Discussion

While my work on the assessment ended before a large-scale student pilot, we anticipate that the research team will be able to obtain a set of introductory data science student responses by the end of the Spring 2023 semester. As we work to draft a research proposal with Duke’s IRB, we hope to again evaluate the wording and pacing of the assessment on the target population, making additional refinements before a true pilot intended to actually measure students’ learning and explore its validity and possible subscales. As the team prepares for such a step, the focus has shifted towards obtaining funding from an NSF grant, possibly by either expanding the scope of the curriculum to K-12 instructors, or by drilling down technically and building the assessment into a more robust format via Javascript and other advanced tools.

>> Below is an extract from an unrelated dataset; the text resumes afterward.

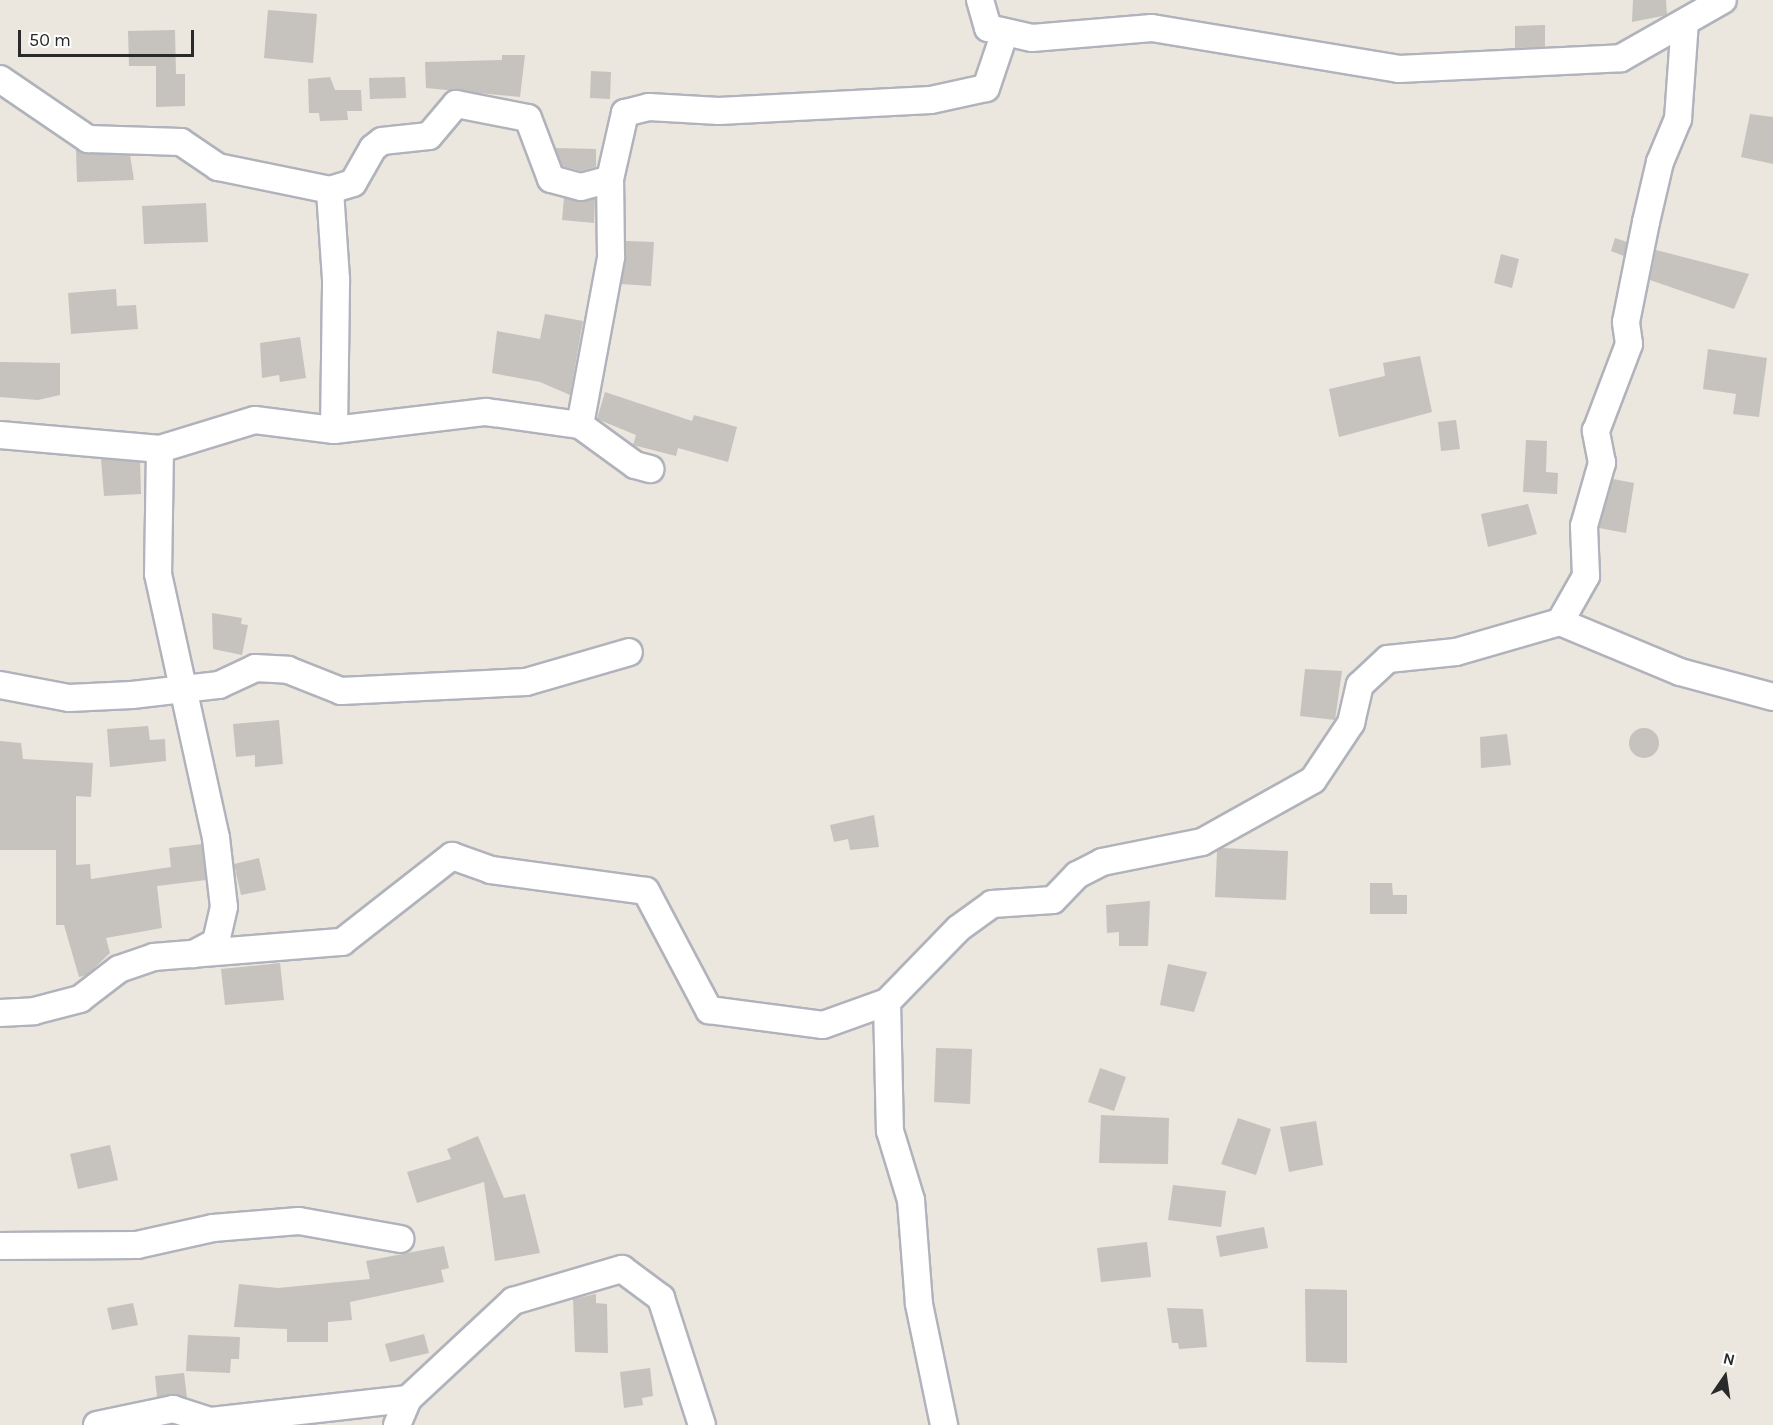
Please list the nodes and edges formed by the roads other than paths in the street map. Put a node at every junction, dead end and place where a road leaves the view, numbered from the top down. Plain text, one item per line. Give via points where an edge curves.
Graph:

Although the assessment itself deals with introductory topics, I developed my knowledge of many advanced concepts in data science and programming through my work on this project. Summarizing into two general themes, working on the assessment and package has given me the unique opportunities to dive deeper into computer science topics such as web development and advanced GitHub usage, as well as to interact with others’ real-life code beyond the scope of the classroom or research lab. The first outcome is particularly relevant to me as I was not able to take as many computer science or statistical programming courses as I hoped at Duke. Thus, developing the GitHub Pages site with code styling, alt text, and navigation bars provided me with HTML, CSS, and GitHub Actions experience that I would not have gotten otherwise. As well, my only previous exposure to GitHub had been on a smaller scale, such as class projects or smaller research teams. Working on a community-wide package like dsbox was my first time using GitHub’s more advanced features, such as forking branches of others’ functioning code, creating pull requests, and approving others’. It was also rewarding to learn about all that goes into creating an R package, from the file structure, .Rd files, to CMD checks. The process of iteratively attempting and failing to submit dsbox gave me a much deeper appreciation for the wide library of open source software we use daily as statisticians.

Acknowledgements

This work would not have been possible without the incredible support and mentorship from my advisor, Dr. Mine Çetinkaya-Rundel, who has been by my side since the beginning of my Duke Statistical Science journey. I would also like to thank Drs. Alexander Fisher and Amy Herring for forming my committee and helping me make this work the best it can be. I have to acknowledge Dr. Joan Combs Durso, not just for her help with the logistical aspects of the Graduation with Distinction process, but also for her insightful workshops as well as everything she does to support the undergraduate student experience in the department. Of course, I also am immensely grateful for the three faculty members and students who offered their time to help improve our assessment. Special thanks goes again to Dr. Fisher, as well as Dr. Elijah Meyer, for graciously allowing us to use their STA199 students as subjects for our large-scale release, and specifically for working so well in tandem with us as we iterated the study design to satisfy IRB. Finally, I would be remiss not to thank my friends, family, and Statistical Science peers for providing feedback and emotional support, as well as every student for whom I have had the pleasure to be a TA, tutor, or study group facilitator, for helping me develop teaching and mentoring skills and for continuously reigniting my passion for both.